● **WORK INSTRUCTION**
Apart from the pictures, every entry should be reproduced exactly.

● **MATERIALS PROVIDED**
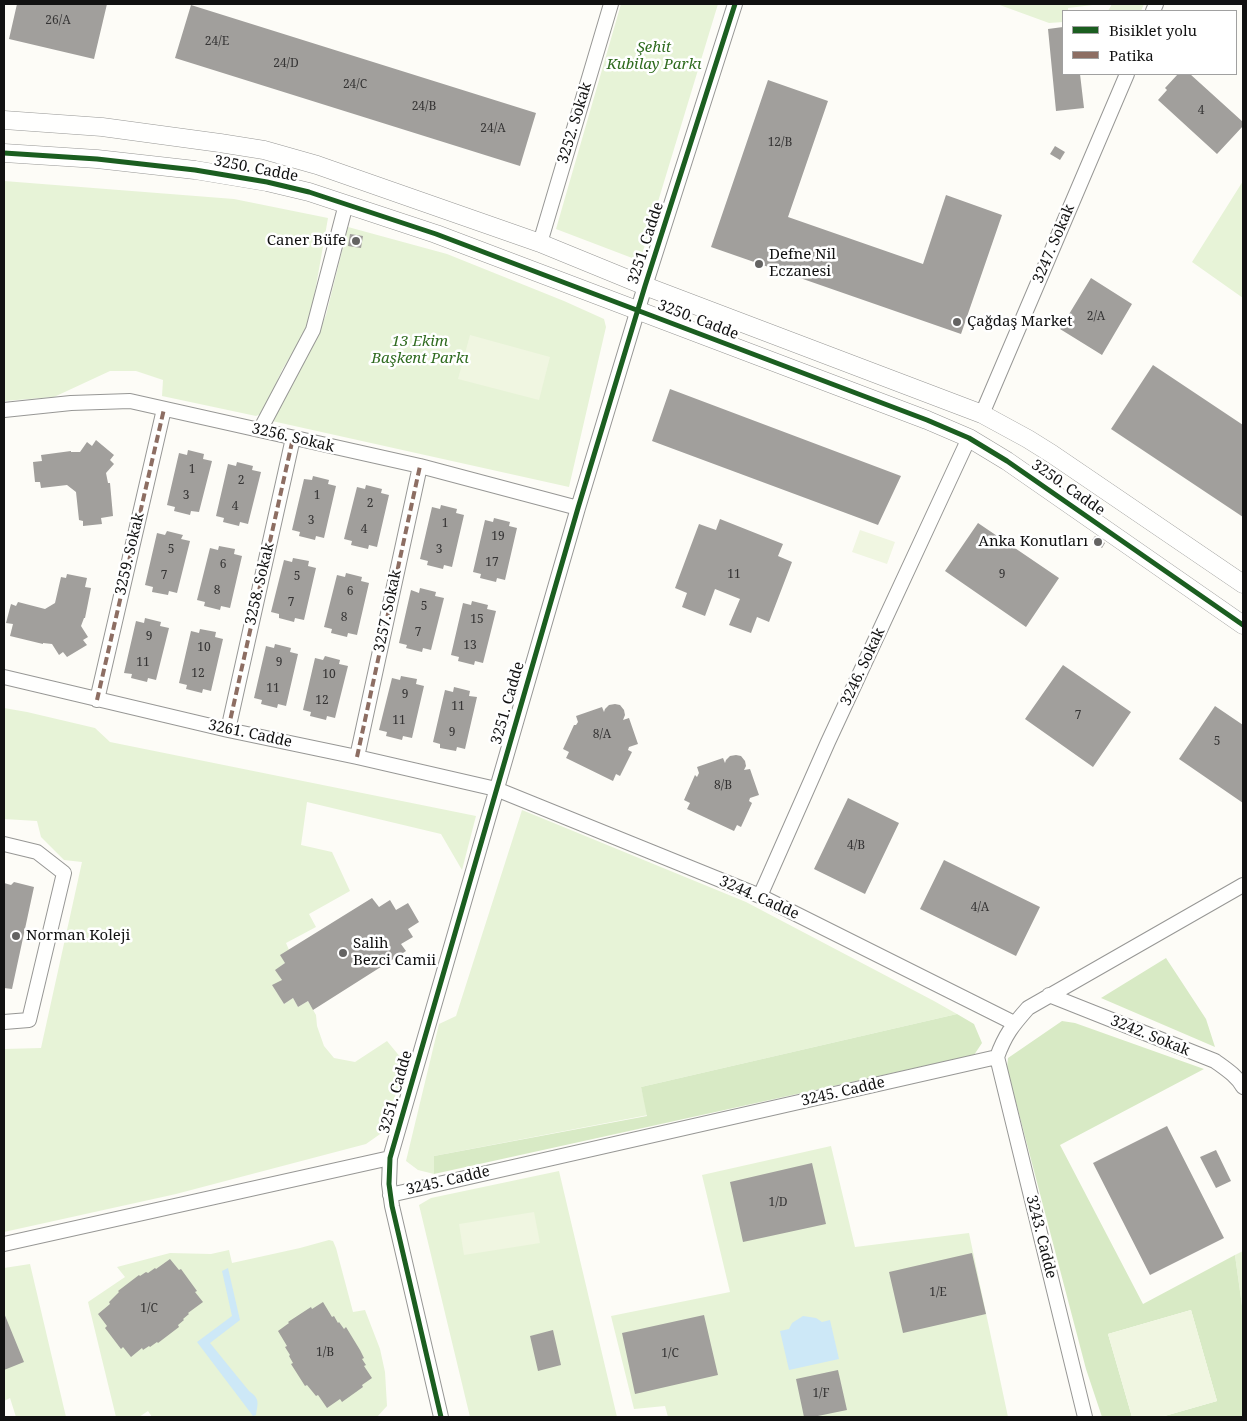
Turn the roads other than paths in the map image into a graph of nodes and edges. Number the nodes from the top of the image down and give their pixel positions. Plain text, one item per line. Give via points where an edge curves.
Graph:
1 (611, 4) edge
2 (735, 4) edge
3 (1127, 75) edge
4 (4, 120) edge
5 (4, 153) edge
6 (346, 204) junction
7 (540, 243) junction
8 (645, 286) junction
9 (638, 311) junction
10 (164, 409) junction
11 (4, 410) edge
12 (982, 414) junction
13 (260, 430) junction
14 (293, 438) junction
15 (969, 438) junction
16 (420, 466) junction
17 (578, 508) junction
18 (1243, 584) edge
19 (1243, 625) edge
20 (4, 677) edge
21 (97, 700) junction
22 (228, 730) junction
23 (357, 757) junction
24 (496, 789) junction
25 (4, 844) edge
26 (1243, 885) edge
27 (760, 896) junction
28 (1049, 995) junction
29 (4, 1022) edge
30 (1014, 1023) junction
31 (997, 1057) junction
32 (1242, 1082) edge
33 (390, 1158) junction
34 (390, 1194) junction
35 (4, 1244) edge
36 (441, 1417) edge
37 (1085, 1417) edge

1 - 7 street, 3252. Sokak
2 - 8 street, 3251. Cadde
3 - 12 street, 3247. Sokak
4 - 7 street, 3250. Cadde via 102,128 264,150 318,165
5 - 6 street, 3250. Cadde via 194,170 267,182
6 - 9 street, 3250. Cadde via 436,234
6 - 13 street via 313,330
7 - 8 street, 3250. Cadde
8 - 9 street, 3251. Cadde
8 - 12 street, 3250. Cadde
9 - 15 street, 3250. Cadde
9 - 17 street, 3251. Cadde
10 - 11 street, 3256. Sokak via 130,401
10 - 13 street, 3256. Sokak
10 - 21 street, 3259. Sokak
12 - 18 street, 3250. Cadde via 1052,454
13 - 14 street, 3256. Sokak
14 - 16 street, 3256. Sokak
14 - 22 street, 3258. Sokak
15 - 19 street, 3250. Cadde
15 - 27 street, 3246. Sokak
16 - 17 street, 3256. Sokak
16 - 23 street, 3257. Sokak
17 - 24 street, 3251. Cadde
20 - 21 street, 3261. Cadde
21 - 22 street, 3261. Cadde
22 - 23 street, 3261. Cadde
23 - 24 street, 3261. Cadde
24 - 27 street, 3244. Cadde
24 - 33 street, 3251. Cadde
25 - 29 street via 37,852 64,872 29,1020
26 - 28 street
27 - 30 street, 3244. Cadde
28 - 30 street via 1028,1008
28 - 32 street, 3242. Sokak via 1215,1061
30 - 31 street
31 - 34 street, 3245. Cadde
31 - 37 street, 3243. Cadde
33 - 34 street, 3251. Cadde
33 - 35 street
34 - 36 street, 3251. Cadde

● **EXPECTED ANSWER**
Turn the roads other than paths in the map image into a graph of nodes and edges. Number the nodes from the top of the image down and give their pixel positions. Plain text, one item per line. Give via points where an edge curves.
Graph:
1 (611, 4) edge
2 (735, 4) edge
3 (1127, 75) edge
4 (4, 120) edge
5 (4, 153) edge
6 (346, 204) junction
7 (540, 243) junction
8 (645, 286) junction
9 (638, 311) junction
10 (164, 409) junction
11 (4, 410) edge
12 (982, 414) junction
13 (260, 430) junction
14 (293, 438) junction
15 (969, 438) junction
16 (420, 466) junction
17 (578, 508) junction
18 (1243, 584) edge
19 (1243, 625) edge
20 (4, 677) edge
21 (97, 700) junction
22 (228, 730) junction
23 (357, 757) junction
24 (496, 789) junction
25 (4, 844) edge
26 (1243, 885) edge
27 (760, 896) junction
28 (1049, 995) junction
29 (4, 1022) edge
30 (1014, 1023) junction
31 (997, 1057) junction
32 (1242, 1082) edge
33 (390, 1158) junction
34 (390, 1194) junction
35 (4, 1244) edge
36 (441, 1417) edge
37 (1085, 1417) edge

1 - 7 street, 3252. Sokak
2 - 8 street, 3251. Cadde
3 - 12 street, 3247. Sokak
4 - 7 street, 3250. Cadde via 102,128 264,150 318,165
5 - 6 street, 3250. Cadde via 194,170 267,182
6 - 9 street, 3250. Cadde via 436,234
6 - 13 street via 313,330
7 - 8 street, 3250. Cadde
8 - 9 street, 3251. Cadde
8 - 12 street, 3250. Cadde
9 - 15 street, 3250. Cadde
9 - 17 street, 3251. Cadde
10 - 11 street, 3256. Sokak via 130,401
10 - 13 street, 3256. Sokak
10 - 21 street, 3259. Sokak
12 - 18 street, 3250. Cadde via 1052,454
13 - 14 street, 3256. Sokak
14 - 16 street, 3256. Sokak
14 - 22 street, 3258. Sokak
15 - 19 street, 3250. Cadde
15 - 27 street, 3246. Sokak
16 - 17 street, 3256. Sokak
16 - 23 street, 3257. Sokak
17 - 24 street, 3251. Cadde
20 - 21 street, 3261. Cadde
21 - 22 street, 3261. Cadde
22 - 23 street, 3261. Cadde
23 - 24 street, 3261. Cadde
24 - 27 street, 3244. Cadde
24 - 33 street, 3251. Cadde
25 - 29 street via 37,852 64,872 29,1020
26 - 28 street
27 - 30 street, 3244. Cadde
28 - 30 street via 1028,1008
28 - 32 street, 3242. Sokak via 1215,1061
30 - 31 street
31 - 34 street, 3245. Cadde
31 - 37 street, 3243. Cadde
33 - 34 street, 3251. Cadde
33 - 35 street
34 - 36 street, 3251. Cadde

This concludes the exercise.